----- Study material -----

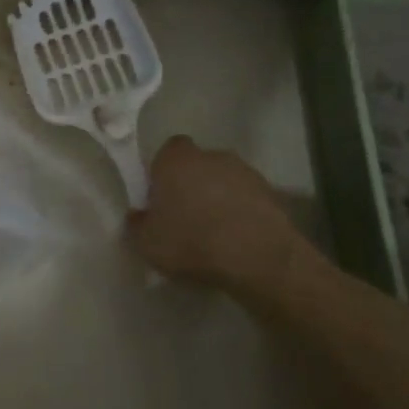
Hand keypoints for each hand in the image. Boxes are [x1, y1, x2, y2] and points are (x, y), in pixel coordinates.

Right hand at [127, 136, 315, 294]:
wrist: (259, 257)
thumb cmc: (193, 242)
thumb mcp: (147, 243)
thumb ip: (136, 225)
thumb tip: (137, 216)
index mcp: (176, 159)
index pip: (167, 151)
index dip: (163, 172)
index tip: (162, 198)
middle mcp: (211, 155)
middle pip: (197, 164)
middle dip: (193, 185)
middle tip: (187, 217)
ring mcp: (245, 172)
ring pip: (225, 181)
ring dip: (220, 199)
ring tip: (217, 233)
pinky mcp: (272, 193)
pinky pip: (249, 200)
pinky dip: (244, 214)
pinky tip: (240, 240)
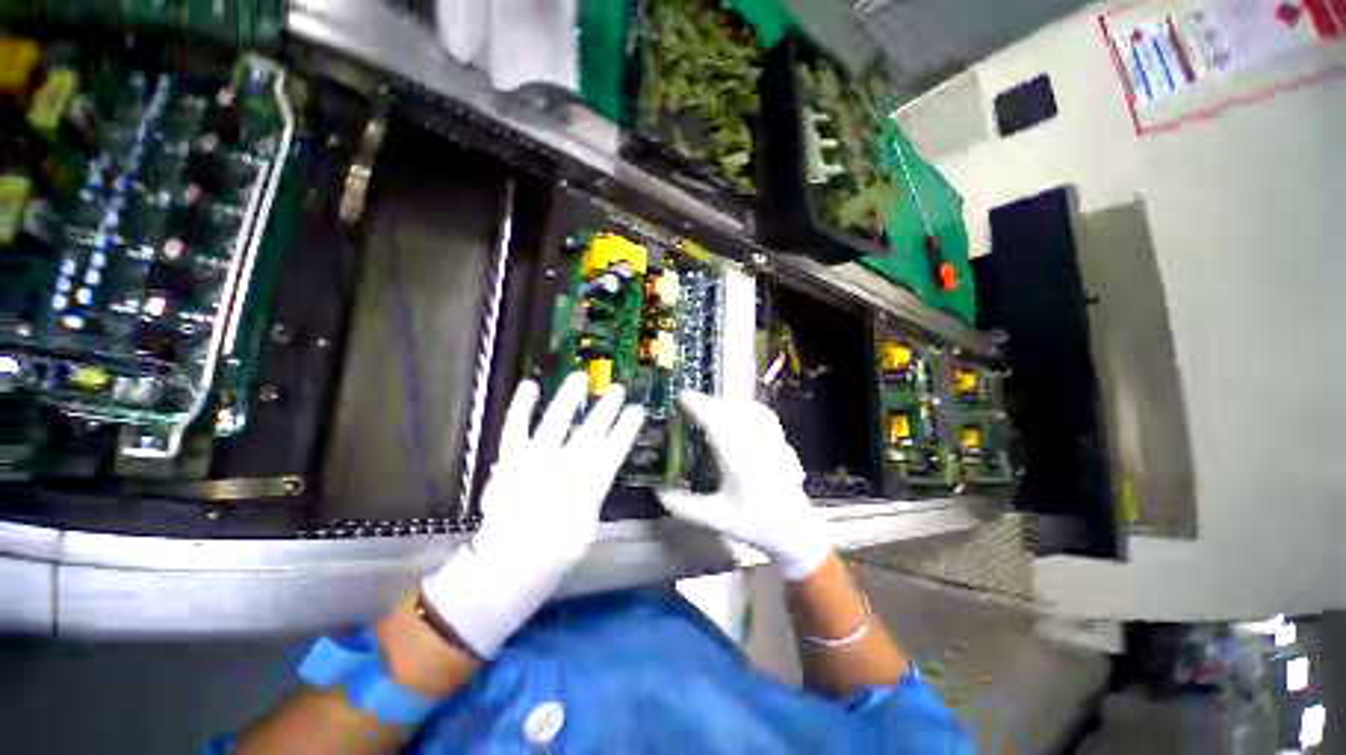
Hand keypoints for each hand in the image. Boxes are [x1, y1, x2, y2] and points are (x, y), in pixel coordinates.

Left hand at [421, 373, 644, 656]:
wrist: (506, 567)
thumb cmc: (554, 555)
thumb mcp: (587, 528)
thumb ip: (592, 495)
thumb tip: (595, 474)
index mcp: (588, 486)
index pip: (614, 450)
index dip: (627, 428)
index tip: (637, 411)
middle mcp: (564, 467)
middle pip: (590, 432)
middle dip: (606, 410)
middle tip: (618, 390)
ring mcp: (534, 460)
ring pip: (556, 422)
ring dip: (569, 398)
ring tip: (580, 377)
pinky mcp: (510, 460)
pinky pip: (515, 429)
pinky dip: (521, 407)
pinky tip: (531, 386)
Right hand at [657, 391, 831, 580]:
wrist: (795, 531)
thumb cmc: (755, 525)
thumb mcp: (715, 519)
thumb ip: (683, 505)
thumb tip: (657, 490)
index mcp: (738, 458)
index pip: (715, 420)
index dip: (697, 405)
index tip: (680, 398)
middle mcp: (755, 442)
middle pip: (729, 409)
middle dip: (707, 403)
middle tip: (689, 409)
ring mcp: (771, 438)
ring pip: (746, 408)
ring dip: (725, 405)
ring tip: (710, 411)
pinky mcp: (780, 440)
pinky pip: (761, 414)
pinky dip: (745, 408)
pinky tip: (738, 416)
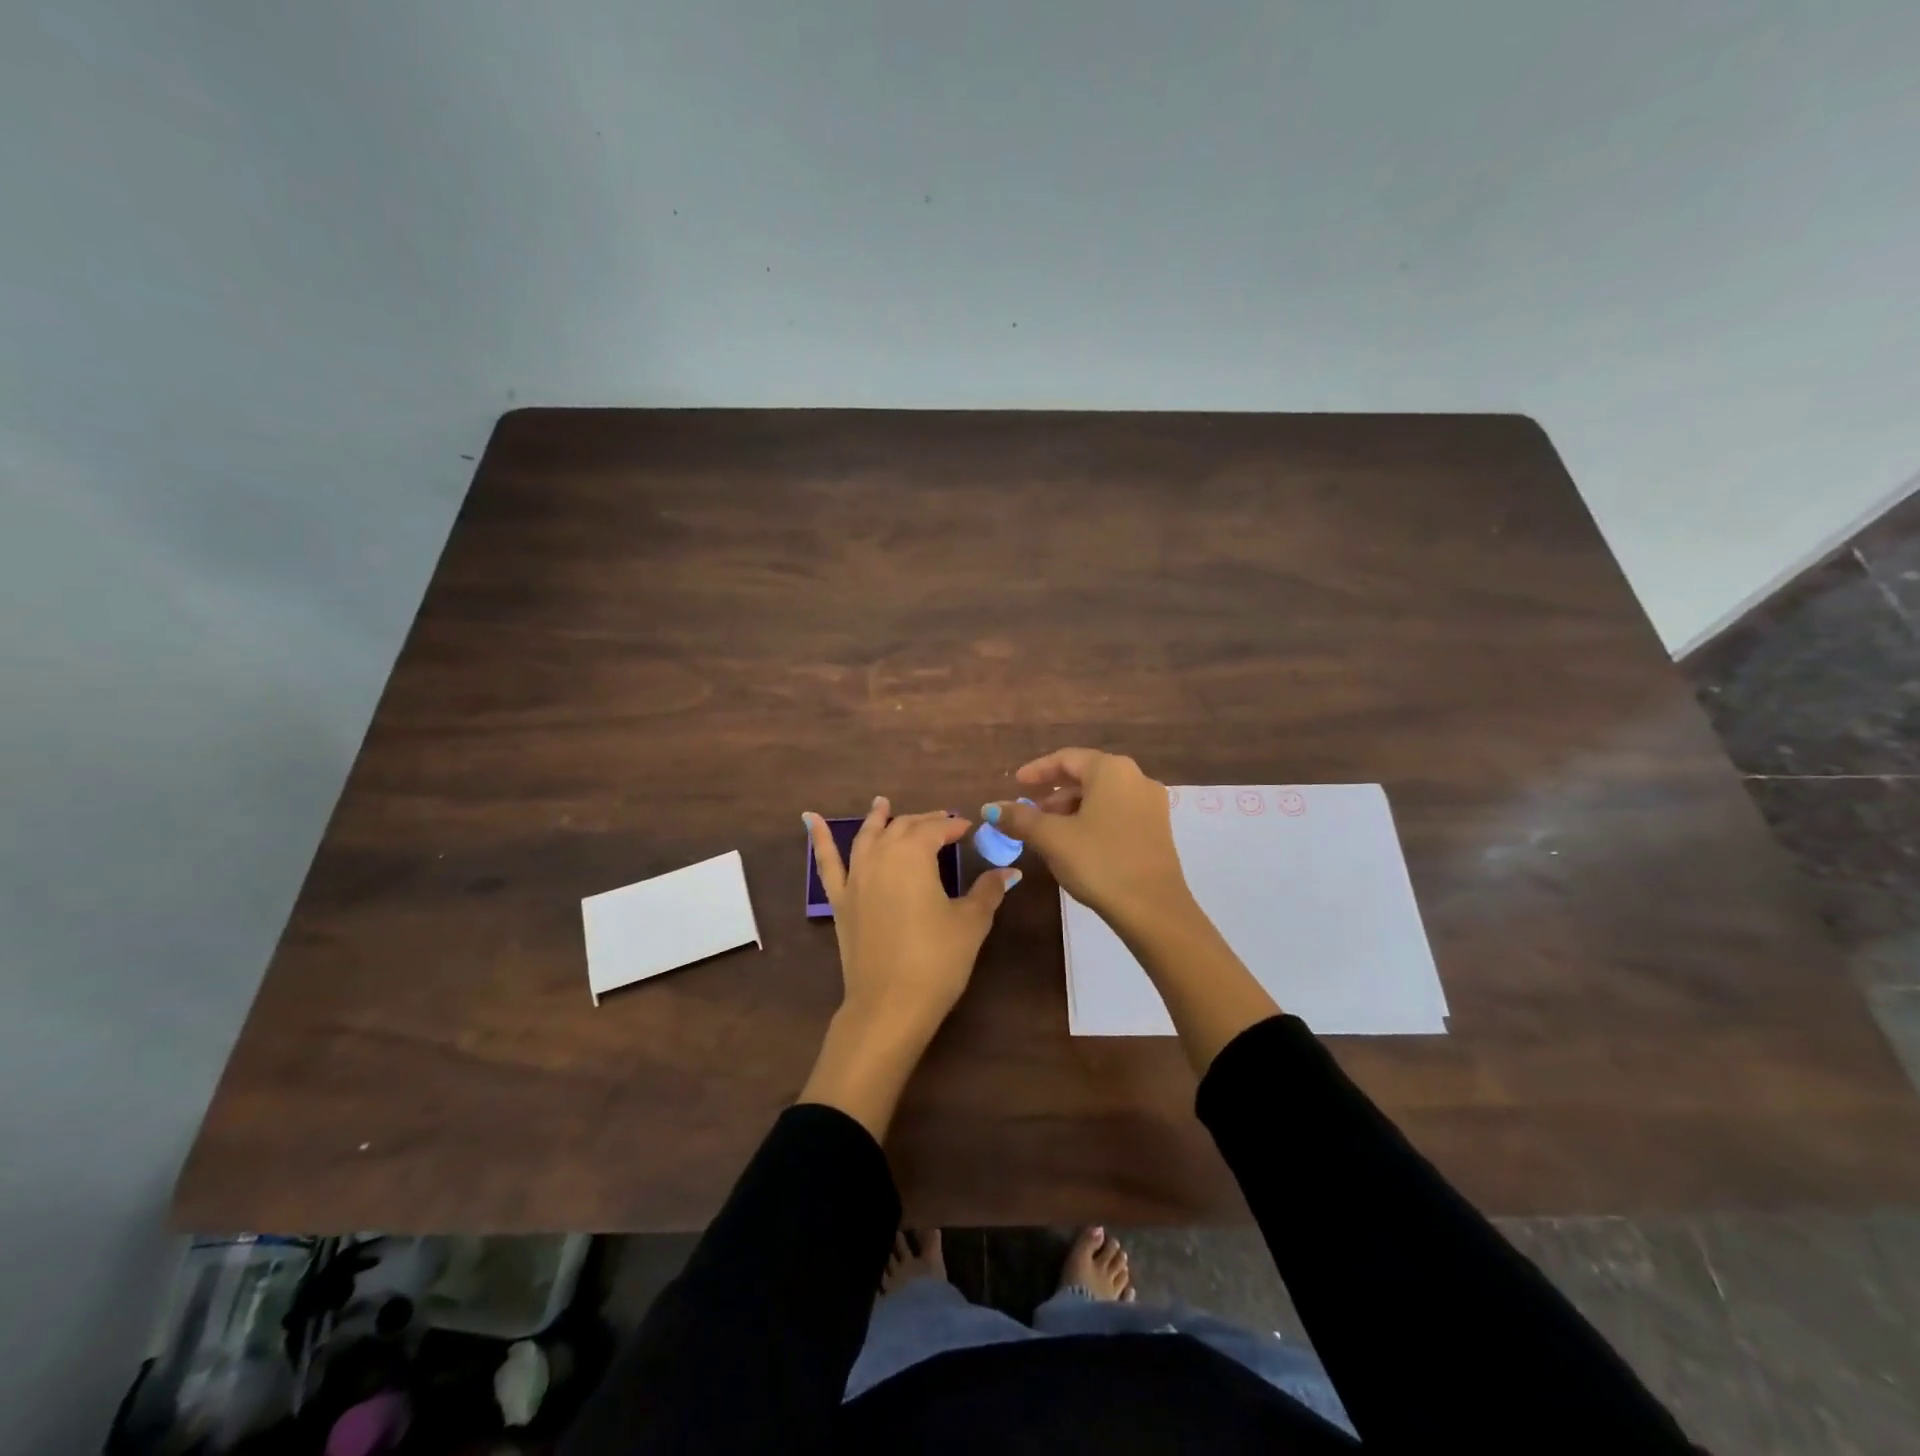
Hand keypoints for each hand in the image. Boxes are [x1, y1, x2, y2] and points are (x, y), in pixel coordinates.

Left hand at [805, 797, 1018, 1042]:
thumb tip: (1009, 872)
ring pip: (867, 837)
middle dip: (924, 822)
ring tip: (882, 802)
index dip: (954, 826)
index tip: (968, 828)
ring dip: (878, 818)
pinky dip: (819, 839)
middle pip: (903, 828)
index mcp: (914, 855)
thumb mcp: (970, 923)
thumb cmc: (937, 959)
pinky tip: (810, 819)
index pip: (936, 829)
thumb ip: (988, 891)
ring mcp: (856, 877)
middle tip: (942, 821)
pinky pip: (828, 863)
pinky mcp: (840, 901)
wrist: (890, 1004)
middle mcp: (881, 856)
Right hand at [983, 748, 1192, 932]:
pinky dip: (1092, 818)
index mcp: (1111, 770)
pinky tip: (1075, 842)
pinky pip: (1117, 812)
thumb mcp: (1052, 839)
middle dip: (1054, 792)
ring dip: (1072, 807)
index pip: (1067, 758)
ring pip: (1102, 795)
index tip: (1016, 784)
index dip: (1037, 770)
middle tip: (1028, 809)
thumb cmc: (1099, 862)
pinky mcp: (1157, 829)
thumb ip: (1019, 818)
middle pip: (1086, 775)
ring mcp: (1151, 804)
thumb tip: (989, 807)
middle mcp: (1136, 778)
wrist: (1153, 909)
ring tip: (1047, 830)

-----

> [Description of the task]:
Could you tally the lines in these records that contain the word "hand" and give only the result?

> [Result for this task]:
8